The current findings start to address the paucity of data regarding how and what parents are told regarding NBS results.35 In doing so, they underline that communication of information and support following newborn screening is required beyond the infant period to facilitate access to cascade testing and support the challenges of familial communication. The issue of families avoiding communication about carrier information, and inferring blame or stigma has been discussed in relation to antenatal screening for sickle cell,34 as have the difficulties in working out who to tell and when.34 The current study highlights the same for newborn screening and the current lack of a defined role for any specific professional to provide such support. Given the period of time it may take for families to adapt to this information, this role might, for example, be developed in primary care, as part of continuing care with families, or within-community-based genetic counselling. Our results also highlight that parents’ concerns regarding communication processes for receiving carrier results are nevertheless similar to parents who receive results that their child is affected by the condition.35 Moreover, we have found that these concerns, previously identified when screening is mandatory and information provision is assumed to be minimal, can also occur in a newborn screening programme that adopts an informed consent model.

Strengths and limitations

A range of methods were used to enhance rigour, and the relevance of study results including purposeful sampling, iterative data generation, analysis to saturation, involving researchers from several disciplines and use of respondent validation.36 The sample is described in some detail including, for example, information on parents’ own carrier status and social backgrounds, and the diversity of provider methods of communication of carrier results that they experienced in practice. This may aid assessment of the transferability and relevance of the findings beyond the immediate study context.

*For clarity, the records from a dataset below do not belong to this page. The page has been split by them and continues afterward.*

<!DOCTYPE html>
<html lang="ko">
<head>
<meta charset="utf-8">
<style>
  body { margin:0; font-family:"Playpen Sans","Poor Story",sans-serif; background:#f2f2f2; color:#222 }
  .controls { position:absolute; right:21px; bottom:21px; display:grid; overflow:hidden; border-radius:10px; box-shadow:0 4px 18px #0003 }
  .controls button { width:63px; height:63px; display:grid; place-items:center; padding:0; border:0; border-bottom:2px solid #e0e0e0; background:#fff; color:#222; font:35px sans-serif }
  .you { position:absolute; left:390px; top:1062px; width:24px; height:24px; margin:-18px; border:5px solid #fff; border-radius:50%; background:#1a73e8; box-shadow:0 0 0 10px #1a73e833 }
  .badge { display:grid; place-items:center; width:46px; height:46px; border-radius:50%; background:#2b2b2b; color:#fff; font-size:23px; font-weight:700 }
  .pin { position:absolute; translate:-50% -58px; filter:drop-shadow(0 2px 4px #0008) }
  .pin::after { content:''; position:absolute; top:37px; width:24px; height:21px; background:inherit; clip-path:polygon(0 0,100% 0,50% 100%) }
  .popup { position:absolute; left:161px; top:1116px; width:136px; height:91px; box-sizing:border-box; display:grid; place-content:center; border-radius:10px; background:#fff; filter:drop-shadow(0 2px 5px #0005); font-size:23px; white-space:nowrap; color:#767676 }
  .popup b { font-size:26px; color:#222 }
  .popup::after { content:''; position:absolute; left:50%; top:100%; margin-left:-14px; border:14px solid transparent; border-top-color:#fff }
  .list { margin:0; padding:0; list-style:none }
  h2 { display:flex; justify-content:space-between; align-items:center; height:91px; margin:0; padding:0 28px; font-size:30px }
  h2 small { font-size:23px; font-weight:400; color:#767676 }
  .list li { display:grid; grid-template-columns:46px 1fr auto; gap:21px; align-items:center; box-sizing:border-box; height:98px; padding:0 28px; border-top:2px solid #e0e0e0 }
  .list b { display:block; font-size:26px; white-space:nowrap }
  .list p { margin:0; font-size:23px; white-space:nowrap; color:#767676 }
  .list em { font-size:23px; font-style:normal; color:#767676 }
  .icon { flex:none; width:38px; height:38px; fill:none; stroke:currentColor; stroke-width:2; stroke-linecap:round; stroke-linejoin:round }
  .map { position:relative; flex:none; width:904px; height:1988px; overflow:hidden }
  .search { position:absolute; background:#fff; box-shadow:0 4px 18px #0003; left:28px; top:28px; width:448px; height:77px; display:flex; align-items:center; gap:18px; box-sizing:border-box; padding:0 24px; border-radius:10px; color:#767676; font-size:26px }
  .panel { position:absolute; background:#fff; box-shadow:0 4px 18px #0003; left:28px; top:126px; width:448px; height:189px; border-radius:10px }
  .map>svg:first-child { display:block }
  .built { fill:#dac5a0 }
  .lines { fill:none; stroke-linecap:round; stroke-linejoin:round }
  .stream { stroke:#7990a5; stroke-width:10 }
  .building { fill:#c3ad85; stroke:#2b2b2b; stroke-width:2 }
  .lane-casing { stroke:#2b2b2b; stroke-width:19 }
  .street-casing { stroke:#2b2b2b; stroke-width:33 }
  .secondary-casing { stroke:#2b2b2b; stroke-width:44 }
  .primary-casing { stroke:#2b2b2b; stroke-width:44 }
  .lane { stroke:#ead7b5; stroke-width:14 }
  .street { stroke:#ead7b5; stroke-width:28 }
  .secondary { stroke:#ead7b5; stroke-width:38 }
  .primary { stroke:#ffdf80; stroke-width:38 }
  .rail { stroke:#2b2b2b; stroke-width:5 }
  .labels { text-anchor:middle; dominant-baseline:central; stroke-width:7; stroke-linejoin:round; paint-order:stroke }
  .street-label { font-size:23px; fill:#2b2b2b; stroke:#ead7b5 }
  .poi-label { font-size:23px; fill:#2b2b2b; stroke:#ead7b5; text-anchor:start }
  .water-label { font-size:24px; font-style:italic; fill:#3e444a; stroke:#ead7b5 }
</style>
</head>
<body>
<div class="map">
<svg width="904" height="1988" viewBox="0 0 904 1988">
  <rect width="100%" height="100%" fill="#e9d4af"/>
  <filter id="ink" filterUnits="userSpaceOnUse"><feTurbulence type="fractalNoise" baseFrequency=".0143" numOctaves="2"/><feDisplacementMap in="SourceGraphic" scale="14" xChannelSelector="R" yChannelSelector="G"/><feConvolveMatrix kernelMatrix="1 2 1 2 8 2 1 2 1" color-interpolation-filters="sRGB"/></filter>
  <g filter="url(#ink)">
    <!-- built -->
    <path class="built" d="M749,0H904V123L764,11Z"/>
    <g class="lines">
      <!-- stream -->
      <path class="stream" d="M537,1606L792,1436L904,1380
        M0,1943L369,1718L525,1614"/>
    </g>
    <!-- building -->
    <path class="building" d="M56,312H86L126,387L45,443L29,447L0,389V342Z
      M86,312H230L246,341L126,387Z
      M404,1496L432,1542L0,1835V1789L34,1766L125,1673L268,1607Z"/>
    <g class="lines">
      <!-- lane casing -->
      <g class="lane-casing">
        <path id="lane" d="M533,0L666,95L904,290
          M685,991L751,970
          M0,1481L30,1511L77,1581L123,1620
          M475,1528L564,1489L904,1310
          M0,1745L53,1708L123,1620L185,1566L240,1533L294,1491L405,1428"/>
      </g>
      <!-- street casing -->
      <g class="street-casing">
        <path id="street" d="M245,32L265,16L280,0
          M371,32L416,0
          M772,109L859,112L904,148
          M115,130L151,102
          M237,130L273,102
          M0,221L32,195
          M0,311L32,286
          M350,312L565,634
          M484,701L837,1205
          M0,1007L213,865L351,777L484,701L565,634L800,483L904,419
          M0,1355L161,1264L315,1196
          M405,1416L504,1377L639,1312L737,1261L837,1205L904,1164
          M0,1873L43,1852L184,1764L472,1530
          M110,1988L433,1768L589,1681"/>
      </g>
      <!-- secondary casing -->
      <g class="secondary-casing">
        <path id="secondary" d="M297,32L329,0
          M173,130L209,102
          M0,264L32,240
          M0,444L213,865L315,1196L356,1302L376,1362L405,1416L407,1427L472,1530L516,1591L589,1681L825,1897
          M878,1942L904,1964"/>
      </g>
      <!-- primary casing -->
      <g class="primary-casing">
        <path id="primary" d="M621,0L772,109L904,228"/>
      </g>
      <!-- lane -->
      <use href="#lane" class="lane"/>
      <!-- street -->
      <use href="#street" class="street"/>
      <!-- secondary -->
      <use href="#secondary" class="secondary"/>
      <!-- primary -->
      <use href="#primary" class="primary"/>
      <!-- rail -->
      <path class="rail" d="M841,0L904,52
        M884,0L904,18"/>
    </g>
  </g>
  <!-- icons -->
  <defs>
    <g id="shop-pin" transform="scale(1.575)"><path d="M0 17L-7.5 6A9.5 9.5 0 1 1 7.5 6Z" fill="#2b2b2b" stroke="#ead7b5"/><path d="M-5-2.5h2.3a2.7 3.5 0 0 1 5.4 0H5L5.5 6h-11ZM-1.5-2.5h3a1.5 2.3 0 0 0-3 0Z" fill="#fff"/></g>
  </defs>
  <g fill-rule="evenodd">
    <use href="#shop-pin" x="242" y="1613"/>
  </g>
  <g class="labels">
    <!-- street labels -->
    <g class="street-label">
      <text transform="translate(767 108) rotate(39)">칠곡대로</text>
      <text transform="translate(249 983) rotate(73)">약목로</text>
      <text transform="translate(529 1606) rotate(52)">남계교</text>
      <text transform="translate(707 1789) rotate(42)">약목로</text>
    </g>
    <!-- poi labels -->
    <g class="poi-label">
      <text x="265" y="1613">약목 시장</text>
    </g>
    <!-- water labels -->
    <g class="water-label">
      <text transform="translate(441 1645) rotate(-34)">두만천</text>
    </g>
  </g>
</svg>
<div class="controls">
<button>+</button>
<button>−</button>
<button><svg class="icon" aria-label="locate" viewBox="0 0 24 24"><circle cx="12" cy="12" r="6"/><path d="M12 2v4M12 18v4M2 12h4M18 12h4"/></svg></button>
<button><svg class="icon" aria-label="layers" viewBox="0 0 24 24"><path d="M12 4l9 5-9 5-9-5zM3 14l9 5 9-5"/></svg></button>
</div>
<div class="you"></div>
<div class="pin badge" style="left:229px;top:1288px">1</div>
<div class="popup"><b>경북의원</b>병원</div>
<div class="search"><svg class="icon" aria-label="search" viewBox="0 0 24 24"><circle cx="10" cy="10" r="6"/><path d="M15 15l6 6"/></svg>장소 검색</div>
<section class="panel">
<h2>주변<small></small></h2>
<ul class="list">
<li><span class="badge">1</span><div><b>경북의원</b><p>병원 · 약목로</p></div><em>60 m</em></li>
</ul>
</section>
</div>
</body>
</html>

The sample is substantial when compared with previous qualitative work with parents of SC carrier,37 CF carriers22, 30, 38, 39 or both types of carrier.40 Those recruited also represent a significant proportion of the very small number of newborn CF carriers identified annually in England. Within the practical constraints of study recruitment and duration, the research has successfully included parents’ experiences across all health regions of England following the introduction of universal newborn screening for SC and CF. The lack of fathers’ perspectives in newborn screening research has caused concern,41 but the current study included fathers wherever possible, ultimately forming a quarter of the sample.

Although active inclusion of those willing to articulate their experiences is key to qualitative enquiry, we recognise that the experiences and views of study participants may not be typical of all receiving carrier results following newborn screening. Our sample was relatively well-educated, a feature similar to other studies concerning CF screening in particular13, 42 and appeared relatively genetically literate. Their experiences may however serve to reinforce the identified needs to improve information delivery and continuing support for the wide range of parents who experience newborn screening.

Further research should investigate how best to prepare parents for NBS before results as this appears to affect the impact of results on parents; and examine parents’ attitudes towards, access to and experience of cascade testing and its impact on later reproductive decisions. In parallel, work is needed to develop and evaluate methods to support cascade testing and communication of carrier information with children and families; and capture further experience of families over time to enable greater understanding of longer-term benefits or harm of newborn carrier identification.